Sem sintomas na maioria dos casos, pressão alta pode evoluir para problemas graves se não houver prevenção e controle.
Considerada uma das principais ameaças à saúde pública, a hipertensão arterial continua sendo uma doença silenciosa e, muitas vezes, hereditária. Isso significa que pessoas com histórico familiar têm maior probabilidade de desenvolver o problema, o que exige atenção redobrada desde cedo.
De acordo com especialistas, a pressão alta raramente apresenta sintomas, sendo conhecida como “assassina silenciosa”. Em muitos casos, o diagnóstico só ocorre após complicações mais graves. A Organização Mundial da Saúde alerta que a condição pode passar despercebida por anos, já que “a única forma de saber é medir a pressão arterial regularmente” .

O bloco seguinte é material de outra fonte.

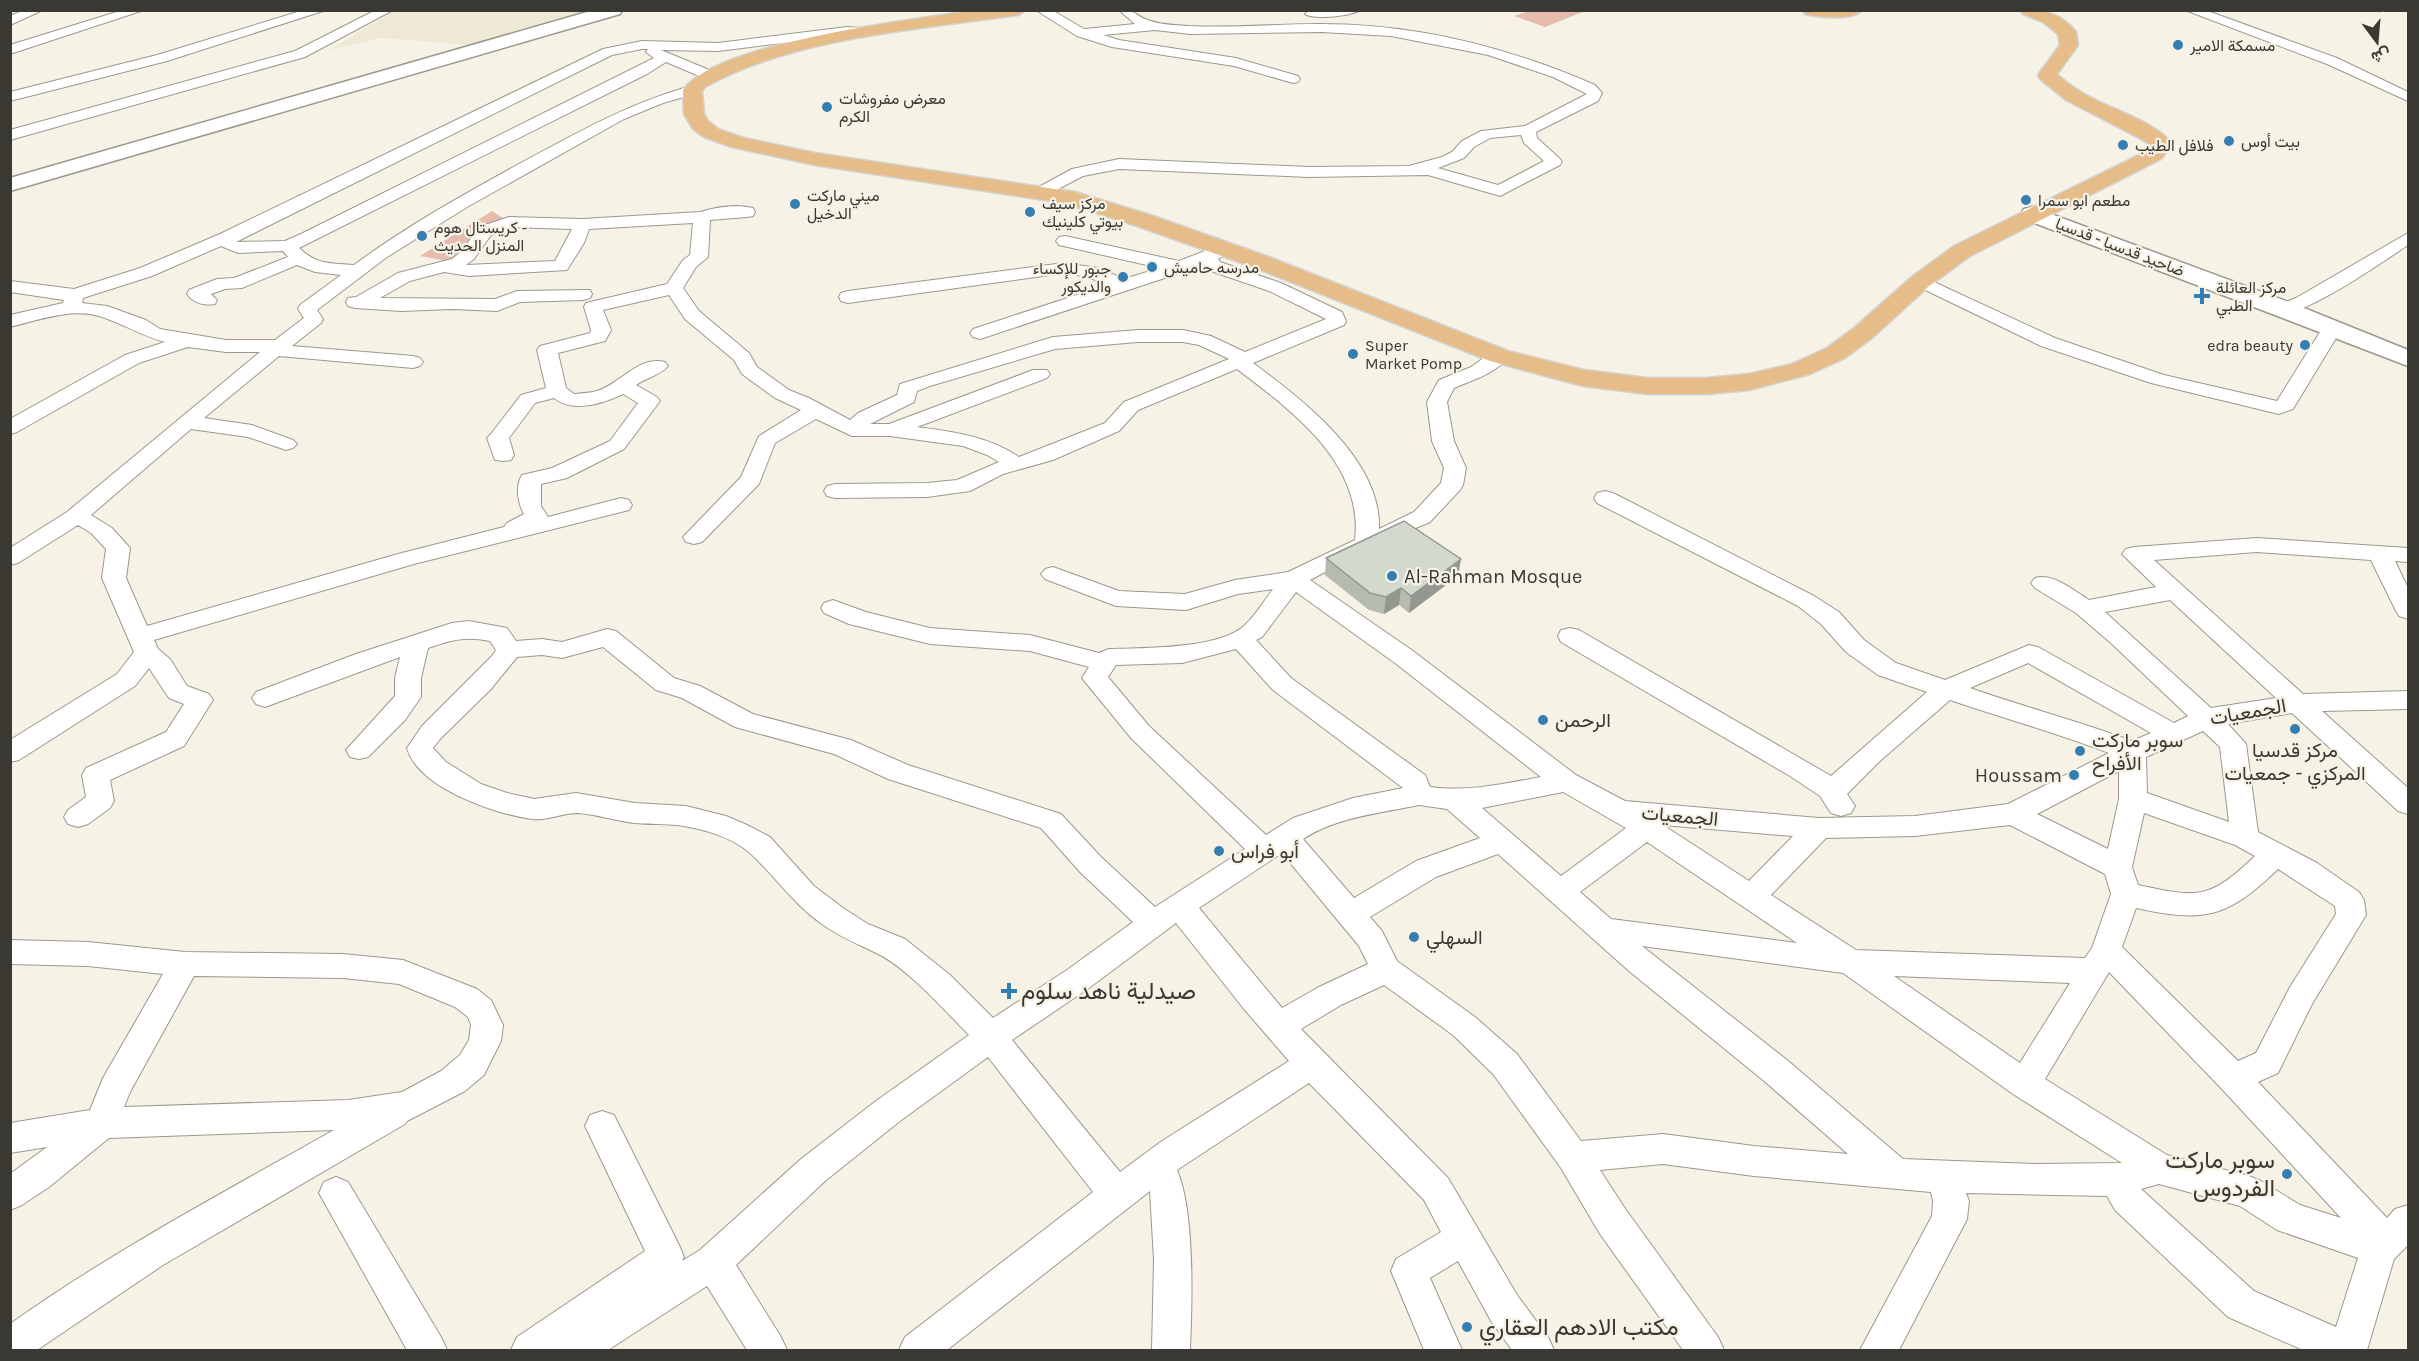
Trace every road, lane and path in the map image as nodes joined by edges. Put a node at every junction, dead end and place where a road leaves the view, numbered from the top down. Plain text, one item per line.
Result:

Mesmo sem sinais aparentes, a doença pode causar danos progressivos ao organismo, elevando o risco de infarto, acidente vascular cerebral (AVC), insuficiência renal e problemas cardíacos . A genética é um dos fatores de risco, mas hábitos de vida também têm forte influência, como sedentarismo, consumo excessivo de sal, álcool e sobrepeso .
Especialistas reforçam que a prevenção está diretamente ligada a mudanças no estilo de vida. Entre as principais recomendações estão manter o peso adequado, reduzir o consumo de sódio, praticar atividades físicas regularmente e evitar o tabagismo e o consumo excessivo de álcool .
Além disso, o acompanhamento médico periódico é fundamental para identificar precocemente alterações na pressão arterial e iniciar o tratamento adequado. Em muitos casos, a combinação de hábitos saudáveis com o uso de medicamentos é necessária para manter a doença sob controle.
Diante do crescimento dos casos no Brasil e no mundo, especialistas alertam que a conscientização e a prevenção continuam sendo as principais armas contra a hipertensão, evitando complicações graves e melhorando a qualidade de vida da população.